The long story: When I first learned how to use rsync I was amazed. Such a vast alphabet soup of option flags to chose from to tightly control the behavior of the program as it moved bits around, bringing two copies of a file or folder to similarity. But one thing was always annoying: I had to type in paths every time I wanted to synchronize my documents, images, music (et cetera) between my desktop and my notebook/netbook, backup server, etc., so I set out to write a script to call rsync for me. Ideally, it would read a configuration file and compose the appropriate rsync command, by parsing my sloppy shorthand keystrokes for locations and categories of data corresponding to different directories on different computers - i.e. on one computer, music might be in "~/Music/" whereas on another it might be in "~/Audio/". Originally I wrote it in Perl and the project took me dozens of hours to complete, not to mention after-the-fact debugging and improvement that was necessary to make it not suck so much, and how whenever you write something in Perl it's a headache to understand later. Also, it was really slow. So, one Saturday afternoon last November, I completely re-wrote it in Python, and now it's blissfully fast and elegant.

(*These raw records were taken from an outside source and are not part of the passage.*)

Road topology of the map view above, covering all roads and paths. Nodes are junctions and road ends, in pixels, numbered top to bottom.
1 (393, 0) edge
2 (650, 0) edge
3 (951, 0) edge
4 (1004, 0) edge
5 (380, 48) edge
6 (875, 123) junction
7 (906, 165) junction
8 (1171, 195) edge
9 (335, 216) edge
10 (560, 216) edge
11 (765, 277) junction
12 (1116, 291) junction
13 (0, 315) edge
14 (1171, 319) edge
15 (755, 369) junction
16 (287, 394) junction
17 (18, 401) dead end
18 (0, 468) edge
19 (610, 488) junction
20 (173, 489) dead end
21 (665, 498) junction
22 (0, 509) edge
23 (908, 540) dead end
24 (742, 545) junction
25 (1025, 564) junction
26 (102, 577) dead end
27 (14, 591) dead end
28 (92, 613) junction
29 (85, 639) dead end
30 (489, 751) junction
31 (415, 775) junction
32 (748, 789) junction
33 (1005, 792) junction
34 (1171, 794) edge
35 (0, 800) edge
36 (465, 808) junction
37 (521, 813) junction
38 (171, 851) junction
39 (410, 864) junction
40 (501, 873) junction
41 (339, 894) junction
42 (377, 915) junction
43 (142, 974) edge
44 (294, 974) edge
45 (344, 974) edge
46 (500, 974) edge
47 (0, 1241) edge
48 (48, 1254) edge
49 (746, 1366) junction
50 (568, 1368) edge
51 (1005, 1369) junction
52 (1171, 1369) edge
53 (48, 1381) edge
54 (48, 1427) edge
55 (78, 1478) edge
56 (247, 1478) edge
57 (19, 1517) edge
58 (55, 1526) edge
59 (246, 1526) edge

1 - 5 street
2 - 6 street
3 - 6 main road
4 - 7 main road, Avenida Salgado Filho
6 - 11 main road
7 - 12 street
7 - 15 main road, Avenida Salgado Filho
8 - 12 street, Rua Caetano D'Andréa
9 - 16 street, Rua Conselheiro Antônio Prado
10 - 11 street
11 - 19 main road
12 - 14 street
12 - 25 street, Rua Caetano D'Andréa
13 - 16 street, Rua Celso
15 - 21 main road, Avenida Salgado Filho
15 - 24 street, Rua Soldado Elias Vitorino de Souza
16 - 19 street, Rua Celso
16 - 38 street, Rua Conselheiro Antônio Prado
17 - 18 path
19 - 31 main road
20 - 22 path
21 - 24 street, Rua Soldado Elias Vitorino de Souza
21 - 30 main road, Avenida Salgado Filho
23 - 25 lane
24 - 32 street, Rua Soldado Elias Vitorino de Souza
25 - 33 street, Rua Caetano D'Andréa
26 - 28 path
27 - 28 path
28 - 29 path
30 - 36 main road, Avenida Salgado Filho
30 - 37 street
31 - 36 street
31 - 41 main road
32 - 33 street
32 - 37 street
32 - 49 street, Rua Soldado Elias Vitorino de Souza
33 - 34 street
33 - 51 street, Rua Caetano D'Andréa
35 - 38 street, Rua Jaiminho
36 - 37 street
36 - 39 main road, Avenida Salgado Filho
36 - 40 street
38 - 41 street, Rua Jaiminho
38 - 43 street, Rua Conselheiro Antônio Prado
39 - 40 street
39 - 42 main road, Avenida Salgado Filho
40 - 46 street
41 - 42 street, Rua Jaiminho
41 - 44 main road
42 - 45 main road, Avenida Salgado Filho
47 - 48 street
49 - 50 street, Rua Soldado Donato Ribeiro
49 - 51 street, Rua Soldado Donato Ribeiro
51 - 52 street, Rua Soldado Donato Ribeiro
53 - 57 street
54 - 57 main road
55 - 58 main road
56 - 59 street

Anyhow, the basic setup: store your locations and data categories in a configuration file (~/.mydata/conf), put the script in a userscripts folder referenced in your $PATH variable, and invoke with five arguments: category alias, location alias, direction and behavior, which have the following roles:

  1. category alias: Any combination of whitespace-free characters that is a substring of the string defined in the configuration file, which refers to a category of data (whose paths on each machine/location are also defined there)

  2. location alias: Similar to category alias in that whatever is entered here is matched against a string in the configuration file for a location on which the category of data might be located. It could be another host, or even a location on a backup hard drive.

  3. direction: Push or pull; refers to whether the "remote" copy (the copy on the machine where the script is being run) is synched against the "remote" copy (push), in which case the changes to the local copy will be copied to the remote, or vice versa (pull).

  4. behavior: I hard coded a few aliases that this argument gets matched against such that each corresponds to a different set of option flags. For example, "copynew" ignores preexisting files and only copies files that don't exist at the target but do at the source (the local copy is the target if pulling, remote if pushing), while "clean" deletes files at the target that don't exist at the source.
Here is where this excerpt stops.